Your objective => Leave out any picture and return the remaining listing below exactly as given.

#####

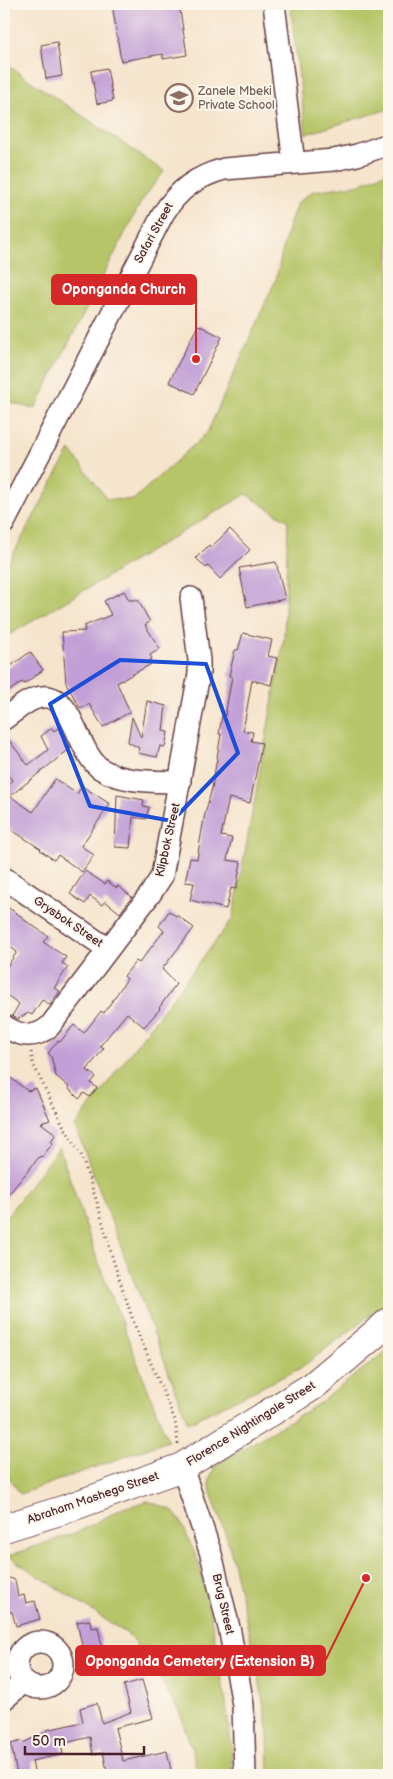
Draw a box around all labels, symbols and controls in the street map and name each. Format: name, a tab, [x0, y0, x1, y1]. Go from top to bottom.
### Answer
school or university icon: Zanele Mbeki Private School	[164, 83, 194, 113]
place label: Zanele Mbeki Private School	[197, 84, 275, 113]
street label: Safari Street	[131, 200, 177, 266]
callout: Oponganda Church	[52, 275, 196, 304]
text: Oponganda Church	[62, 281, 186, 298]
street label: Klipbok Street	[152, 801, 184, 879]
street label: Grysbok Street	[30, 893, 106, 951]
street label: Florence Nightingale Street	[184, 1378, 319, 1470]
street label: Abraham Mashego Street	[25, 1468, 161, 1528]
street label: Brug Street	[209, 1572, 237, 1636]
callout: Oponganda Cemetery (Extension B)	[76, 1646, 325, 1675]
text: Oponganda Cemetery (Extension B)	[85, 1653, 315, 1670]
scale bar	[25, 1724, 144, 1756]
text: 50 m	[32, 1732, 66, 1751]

#####

Completed task =>
Draw a box around all labels, symbols and controls in the street map and name each. Format: name, a tab, [x0, y0, x1, y1]. Go from top to bottom.
### Answer
school or university icon: Zanele Mbeki Private School	[164, 83, 194, 113]
place label: Zanele Mbeki Private School	[197, 84, 275, 113]
street label: Safari Street	[131, 200, 177, 266]
callout: Oponganda Church	[52, 275, 196, 304]
text: Oponganda Church	[62, 281, 186, 298]
street label: Klipbok Street	[152, 801, 184, 879]
street label: Grysbok Street	[30, 893, 106, 951]
street label: Florence Nightingale Street	[184, 1378, 319, 1470]
street label: Abraham Mashego Street	[25, 1468, 161, 1528]
street label: Brug Street	[209, 1572, 237, 1636]
callout: Oponganda Cemetery (Extension B)	[76, 1646, 325, 1675]
text: Oponganda Cemetery (Extension B)	[85, 1653, 315, 1670]
scale bar	[25, 1724, 144, 1756]
text: 50 m	[32, 1732, 66, 1751]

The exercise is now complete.